- _What to work on_:
Copy out each line below that has the word "Augustine" in it.
+++ Task data +++
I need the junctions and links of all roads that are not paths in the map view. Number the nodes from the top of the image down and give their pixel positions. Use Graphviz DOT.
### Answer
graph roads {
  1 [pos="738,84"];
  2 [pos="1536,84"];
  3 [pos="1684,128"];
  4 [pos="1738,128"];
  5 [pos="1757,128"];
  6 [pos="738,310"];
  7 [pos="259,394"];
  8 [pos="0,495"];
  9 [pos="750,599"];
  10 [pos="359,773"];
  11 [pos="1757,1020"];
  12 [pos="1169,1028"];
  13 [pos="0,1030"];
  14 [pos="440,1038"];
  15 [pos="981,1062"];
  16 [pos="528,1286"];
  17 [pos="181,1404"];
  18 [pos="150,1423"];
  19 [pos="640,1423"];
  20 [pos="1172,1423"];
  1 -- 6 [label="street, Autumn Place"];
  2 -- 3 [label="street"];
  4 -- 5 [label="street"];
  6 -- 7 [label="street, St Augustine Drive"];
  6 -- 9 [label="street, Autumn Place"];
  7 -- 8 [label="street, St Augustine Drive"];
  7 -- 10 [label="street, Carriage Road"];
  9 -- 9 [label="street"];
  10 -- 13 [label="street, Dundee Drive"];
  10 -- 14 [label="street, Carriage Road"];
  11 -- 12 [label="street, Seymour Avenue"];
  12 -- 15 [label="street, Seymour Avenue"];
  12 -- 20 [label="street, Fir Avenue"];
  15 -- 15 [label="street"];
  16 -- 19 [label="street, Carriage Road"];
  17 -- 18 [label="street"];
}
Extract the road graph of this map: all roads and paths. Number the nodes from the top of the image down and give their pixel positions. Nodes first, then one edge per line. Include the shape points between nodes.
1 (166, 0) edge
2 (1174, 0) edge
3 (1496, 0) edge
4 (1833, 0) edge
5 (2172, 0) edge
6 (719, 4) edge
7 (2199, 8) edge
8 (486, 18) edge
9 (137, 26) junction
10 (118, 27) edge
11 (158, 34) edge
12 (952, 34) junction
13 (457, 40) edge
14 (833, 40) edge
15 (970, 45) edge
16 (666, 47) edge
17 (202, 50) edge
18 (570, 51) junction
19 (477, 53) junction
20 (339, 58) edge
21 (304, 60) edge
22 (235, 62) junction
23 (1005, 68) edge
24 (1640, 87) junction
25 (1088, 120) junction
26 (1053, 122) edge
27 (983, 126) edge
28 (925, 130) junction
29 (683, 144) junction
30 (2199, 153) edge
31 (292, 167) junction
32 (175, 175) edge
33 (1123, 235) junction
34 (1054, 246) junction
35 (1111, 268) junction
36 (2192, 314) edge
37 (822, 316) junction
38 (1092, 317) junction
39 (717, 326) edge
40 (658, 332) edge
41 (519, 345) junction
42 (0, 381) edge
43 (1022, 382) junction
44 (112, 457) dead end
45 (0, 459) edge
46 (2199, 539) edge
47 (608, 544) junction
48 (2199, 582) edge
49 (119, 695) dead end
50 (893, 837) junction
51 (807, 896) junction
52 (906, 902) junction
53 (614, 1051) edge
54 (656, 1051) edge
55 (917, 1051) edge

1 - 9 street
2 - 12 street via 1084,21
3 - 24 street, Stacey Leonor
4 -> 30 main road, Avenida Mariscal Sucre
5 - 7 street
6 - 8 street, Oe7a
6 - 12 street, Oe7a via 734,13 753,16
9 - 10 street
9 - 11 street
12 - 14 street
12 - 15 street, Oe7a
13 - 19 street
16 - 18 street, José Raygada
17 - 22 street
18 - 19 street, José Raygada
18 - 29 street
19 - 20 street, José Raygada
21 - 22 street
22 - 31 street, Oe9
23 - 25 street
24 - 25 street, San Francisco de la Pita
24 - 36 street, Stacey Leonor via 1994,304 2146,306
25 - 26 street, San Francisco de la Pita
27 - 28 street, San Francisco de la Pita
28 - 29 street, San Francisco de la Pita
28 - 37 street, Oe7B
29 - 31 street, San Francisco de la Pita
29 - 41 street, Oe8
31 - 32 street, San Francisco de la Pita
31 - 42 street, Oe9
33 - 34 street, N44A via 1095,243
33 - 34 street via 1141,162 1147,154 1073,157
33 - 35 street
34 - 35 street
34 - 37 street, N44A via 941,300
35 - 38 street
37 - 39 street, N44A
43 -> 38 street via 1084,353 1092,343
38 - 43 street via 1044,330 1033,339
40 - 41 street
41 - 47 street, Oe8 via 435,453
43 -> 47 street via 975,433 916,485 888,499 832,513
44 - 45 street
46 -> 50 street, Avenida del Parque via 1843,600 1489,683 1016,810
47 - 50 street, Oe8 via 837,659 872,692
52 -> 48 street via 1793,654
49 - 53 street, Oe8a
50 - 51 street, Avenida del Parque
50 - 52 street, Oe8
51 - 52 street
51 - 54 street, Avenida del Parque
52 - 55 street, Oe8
+++
- _Written answer_:
  6 -- 7 [label="street, St Augustine Drive"];
  7 -- 8 [label="street, St Augustine Drive"];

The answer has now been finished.